■ WORK TO COMPLETE: Filter the listing below, keeping every line that holds "inset".

■ EXTRACTED RECORDS:
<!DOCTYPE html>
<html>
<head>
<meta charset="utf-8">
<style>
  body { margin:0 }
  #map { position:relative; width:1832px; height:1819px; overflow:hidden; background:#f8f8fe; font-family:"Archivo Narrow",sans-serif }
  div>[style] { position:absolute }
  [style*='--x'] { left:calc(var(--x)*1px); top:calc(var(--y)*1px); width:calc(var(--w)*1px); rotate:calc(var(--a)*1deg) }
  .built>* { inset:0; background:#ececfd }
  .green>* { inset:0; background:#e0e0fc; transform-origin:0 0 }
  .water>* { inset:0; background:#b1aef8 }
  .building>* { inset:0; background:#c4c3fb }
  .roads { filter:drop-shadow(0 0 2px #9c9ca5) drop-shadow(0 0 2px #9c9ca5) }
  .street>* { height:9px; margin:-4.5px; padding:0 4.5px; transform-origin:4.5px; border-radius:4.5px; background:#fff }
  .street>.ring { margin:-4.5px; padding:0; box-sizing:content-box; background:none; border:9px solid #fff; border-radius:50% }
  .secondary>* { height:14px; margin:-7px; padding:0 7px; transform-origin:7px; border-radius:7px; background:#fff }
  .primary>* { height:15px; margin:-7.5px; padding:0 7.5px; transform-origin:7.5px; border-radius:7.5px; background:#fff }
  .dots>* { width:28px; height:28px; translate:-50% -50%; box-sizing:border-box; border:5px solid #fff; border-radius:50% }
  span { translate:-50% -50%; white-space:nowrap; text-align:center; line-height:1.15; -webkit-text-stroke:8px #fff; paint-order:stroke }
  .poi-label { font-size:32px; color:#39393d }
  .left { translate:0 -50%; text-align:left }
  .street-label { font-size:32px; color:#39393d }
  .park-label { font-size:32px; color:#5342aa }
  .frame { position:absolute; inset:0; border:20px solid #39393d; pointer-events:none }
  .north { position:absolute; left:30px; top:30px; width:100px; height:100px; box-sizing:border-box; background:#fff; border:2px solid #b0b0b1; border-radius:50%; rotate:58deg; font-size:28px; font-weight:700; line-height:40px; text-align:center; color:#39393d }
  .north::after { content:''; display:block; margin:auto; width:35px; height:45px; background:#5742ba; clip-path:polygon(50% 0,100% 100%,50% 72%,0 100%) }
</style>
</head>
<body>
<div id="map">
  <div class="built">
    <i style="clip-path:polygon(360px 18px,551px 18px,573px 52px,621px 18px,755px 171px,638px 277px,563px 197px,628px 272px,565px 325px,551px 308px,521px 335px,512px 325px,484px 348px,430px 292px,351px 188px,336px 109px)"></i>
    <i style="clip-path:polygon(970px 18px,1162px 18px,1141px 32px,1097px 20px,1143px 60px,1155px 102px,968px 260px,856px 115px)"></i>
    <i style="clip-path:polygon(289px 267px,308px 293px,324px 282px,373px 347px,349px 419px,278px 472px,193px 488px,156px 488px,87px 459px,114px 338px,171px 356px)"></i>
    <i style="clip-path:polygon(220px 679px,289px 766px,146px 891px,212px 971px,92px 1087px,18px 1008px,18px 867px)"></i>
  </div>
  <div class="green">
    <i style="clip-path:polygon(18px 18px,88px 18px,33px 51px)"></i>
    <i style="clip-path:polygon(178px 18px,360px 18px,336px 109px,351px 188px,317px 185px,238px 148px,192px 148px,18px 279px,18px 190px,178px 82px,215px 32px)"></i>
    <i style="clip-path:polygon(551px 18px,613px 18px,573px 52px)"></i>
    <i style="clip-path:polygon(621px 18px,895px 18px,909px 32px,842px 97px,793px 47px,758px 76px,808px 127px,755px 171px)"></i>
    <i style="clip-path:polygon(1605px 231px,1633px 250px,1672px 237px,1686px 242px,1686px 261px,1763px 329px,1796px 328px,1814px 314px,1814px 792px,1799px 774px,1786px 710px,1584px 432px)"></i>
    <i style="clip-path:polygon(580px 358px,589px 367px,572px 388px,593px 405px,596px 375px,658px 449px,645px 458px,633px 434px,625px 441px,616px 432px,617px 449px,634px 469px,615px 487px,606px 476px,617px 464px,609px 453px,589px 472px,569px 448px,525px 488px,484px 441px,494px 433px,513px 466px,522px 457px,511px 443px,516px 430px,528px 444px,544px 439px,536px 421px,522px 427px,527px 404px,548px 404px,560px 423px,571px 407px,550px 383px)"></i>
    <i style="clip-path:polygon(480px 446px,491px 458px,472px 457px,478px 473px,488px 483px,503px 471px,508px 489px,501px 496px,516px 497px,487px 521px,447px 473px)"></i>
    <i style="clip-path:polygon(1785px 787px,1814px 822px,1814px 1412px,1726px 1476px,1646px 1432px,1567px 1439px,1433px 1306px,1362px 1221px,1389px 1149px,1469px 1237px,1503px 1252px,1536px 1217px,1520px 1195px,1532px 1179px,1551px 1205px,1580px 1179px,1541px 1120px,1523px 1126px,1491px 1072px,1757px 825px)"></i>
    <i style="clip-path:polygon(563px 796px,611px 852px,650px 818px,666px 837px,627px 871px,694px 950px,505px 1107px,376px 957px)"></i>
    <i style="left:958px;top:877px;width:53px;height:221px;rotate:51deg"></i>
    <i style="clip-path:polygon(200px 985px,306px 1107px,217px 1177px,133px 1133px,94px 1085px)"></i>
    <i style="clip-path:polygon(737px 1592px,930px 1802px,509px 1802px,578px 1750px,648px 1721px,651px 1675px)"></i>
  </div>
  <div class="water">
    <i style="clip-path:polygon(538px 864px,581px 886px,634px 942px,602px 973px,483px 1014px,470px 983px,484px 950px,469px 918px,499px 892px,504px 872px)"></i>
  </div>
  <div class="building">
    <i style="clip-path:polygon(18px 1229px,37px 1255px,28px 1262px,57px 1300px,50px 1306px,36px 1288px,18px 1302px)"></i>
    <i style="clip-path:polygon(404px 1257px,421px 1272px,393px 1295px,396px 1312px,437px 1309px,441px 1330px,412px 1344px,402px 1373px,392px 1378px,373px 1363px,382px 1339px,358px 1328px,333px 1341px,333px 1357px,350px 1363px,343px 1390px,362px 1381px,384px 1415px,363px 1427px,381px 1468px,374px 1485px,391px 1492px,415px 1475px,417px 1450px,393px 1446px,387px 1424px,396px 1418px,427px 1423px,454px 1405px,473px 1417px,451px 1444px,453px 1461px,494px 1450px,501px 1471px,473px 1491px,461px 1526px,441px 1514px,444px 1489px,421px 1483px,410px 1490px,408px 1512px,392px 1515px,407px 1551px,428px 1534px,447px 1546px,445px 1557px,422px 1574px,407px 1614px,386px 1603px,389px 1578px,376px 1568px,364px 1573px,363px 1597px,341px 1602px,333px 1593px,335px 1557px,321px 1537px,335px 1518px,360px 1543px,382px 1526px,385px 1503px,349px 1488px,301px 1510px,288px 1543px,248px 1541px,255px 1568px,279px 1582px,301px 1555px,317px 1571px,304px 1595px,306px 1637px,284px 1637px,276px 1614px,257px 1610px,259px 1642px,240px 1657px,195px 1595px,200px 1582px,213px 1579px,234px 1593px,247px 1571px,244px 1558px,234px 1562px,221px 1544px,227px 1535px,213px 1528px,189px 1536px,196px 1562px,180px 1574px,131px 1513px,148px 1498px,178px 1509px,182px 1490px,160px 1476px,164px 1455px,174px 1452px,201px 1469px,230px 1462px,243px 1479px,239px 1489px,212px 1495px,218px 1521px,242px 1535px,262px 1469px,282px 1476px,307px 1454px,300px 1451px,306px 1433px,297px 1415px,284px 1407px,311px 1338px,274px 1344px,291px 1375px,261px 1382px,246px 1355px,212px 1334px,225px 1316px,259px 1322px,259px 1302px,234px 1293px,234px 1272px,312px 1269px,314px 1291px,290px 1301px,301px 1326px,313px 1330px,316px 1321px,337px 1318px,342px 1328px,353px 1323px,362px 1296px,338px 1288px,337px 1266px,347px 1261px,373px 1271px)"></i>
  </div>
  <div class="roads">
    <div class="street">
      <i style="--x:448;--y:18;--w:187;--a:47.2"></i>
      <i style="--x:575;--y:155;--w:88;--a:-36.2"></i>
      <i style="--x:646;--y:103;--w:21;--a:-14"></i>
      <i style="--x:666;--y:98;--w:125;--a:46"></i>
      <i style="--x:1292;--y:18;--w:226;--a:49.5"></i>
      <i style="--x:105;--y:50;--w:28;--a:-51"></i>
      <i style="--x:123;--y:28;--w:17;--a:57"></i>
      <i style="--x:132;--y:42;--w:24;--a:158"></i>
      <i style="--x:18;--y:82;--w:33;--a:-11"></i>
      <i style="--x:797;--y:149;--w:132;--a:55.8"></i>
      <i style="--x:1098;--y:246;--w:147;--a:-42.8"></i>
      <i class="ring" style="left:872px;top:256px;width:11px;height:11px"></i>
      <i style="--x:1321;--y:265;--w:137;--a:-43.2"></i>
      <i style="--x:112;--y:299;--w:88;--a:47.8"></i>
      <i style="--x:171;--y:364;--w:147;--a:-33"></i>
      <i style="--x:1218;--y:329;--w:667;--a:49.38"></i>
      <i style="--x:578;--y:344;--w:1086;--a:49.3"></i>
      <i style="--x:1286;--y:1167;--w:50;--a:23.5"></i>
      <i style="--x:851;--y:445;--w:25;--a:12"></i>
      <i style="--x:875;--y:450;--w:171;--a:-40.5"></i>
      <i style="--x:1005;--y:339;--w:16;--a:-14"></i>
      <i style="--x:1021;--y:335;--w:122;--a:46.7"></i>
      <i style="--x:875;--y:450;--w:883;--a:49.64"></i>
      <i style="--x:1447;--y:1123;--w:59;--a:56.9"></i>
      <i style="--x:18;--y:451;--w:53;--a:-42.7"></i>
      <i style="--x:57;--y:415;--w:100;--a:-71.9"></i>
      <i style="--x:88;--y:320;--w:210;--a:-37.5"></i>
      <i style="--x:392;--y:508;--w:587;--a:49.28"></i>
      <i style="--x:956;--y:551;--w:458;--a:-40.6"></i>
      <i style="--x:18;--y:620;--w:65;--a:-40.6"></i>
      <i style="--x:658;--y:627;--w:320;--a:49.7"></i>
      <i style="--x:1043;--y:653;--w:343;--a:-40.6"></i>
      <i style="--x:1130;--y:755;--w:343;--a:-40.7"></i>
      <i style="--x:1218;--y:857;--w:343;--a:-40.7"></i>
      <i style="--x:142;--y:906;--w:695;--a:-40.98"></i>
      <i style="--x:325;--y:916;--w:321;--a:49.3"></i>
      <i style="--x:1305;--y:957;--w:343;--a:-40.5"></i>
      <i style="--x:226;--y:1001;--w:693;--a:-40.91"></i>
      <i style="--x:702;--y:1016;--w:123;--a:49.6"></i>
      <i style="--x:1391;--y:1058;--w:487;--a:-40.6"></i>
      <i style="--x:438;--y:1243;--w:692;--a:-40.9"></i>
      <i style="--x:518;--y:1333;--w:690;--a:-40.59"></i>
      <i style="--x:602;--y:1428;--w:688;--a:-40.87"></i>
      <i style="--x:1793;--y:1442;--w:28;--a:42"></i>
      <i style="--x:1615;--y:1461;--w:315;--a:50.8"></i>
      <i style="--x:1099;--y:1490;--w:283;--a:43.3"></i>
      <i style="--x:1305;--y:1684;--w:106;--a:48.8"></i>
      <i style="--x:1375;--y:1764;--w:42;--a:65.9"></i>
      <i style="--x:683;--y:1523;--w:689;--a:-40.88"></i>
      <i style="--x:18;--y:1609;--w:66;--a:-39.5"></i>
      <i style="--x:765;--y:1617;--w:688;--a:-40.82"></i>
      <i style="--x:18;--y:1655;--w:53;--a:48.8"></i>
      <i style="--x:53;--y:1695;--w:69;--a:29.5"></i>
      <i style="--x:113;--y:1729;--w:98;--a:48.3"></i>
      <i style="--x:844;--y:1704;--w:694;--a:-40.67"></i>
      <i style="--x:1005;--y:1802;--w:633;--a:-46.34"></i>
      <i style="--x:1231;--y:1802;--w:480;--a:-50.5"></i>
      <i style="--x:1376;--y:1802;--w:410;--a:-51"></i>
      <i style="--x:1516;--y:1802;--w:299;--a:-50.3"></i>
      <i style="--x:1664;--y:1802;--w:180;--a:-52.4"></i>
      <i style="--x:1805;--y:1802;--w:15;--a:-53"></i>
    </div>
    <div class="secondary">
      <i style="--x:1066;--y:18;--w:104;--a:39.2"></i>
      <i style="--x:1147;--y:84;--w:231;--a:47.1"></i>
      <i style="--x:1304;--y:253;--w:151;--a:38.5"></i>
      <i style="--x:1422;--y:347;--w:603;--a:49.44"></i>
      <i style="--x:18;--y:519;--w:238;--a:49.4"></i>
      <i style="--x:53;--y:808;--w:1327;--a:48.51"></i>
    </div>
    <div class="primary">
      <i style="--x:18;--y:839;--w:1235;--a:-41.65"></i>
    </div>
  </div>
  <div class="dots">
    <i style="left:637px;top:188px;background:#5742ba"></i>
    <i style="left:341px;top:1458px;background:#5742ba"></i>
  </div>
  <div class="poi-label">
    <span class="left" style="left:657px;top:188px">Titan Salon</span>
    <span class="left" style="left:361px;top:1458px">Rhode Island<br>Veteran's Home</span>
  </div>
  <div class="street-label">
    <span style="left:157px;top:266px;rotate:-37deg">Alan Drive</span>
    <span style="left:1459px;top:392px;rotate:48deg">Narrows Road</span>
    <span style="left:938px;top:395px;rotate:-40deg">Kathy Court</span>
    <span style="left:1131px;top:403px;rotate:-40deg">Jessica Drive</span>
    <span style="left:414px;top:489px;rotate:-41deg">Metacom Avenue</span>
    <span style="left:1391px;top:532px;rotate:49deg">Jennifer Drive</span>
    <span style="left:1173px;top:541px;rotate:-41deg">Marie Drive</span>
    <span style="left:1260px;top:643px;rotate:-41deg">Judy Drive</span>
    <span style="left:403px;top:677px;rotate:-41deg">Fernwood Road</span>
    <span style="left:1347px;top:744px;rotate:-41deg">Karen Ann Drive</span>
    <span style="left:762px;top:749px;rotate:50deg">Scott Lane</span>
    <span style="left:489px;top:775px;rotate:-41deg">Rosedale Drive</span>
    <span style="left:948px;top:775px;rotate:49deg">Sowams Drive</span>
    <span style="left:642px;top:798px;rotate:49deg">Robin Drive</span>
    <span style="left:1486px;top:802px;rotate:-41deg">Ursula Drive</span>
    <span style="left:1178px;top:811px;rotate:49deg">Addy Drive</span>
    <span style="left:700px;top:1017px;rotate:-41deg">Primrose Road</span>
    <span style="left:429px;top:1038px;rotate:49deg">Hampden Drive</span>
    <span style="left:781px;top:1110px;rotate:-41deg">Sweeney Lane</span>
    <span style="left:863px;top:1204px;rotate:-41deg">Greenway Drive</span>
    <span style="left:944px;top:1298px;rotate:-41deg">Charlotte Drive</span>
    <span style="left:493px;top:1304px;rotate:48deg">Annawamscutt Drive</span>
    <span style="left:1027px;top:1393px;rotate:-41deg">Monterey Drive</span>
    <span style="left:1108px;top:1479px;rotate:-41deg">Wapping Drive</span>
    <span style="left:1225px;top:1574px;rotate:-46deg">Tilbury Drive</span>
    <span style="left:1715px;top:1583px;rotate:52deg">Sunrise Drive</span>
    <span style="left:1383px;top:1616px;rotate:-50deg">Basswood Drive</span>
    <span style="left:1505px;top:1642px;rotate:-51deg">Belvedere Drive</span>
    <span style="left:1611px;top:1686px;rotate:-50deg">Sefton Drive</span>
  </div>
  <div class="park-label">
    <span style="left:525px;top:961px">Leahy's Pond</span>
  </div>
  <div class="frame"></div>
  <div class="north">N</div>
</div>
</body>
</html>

■ SOLUTION TO THIS TASK:
  .built>* { inset:0; background:#ececfd }
  .green>* { inset:0; background:#e0e0fc; transform-origin:0 0 }
  .water>* { inset:0; background:#b1aef8 }
  .building>* { inset:0; background:#c4c3fb }
  .frame { position:absolute; inset:0; border:20px solid #39393d; pointer-events:none }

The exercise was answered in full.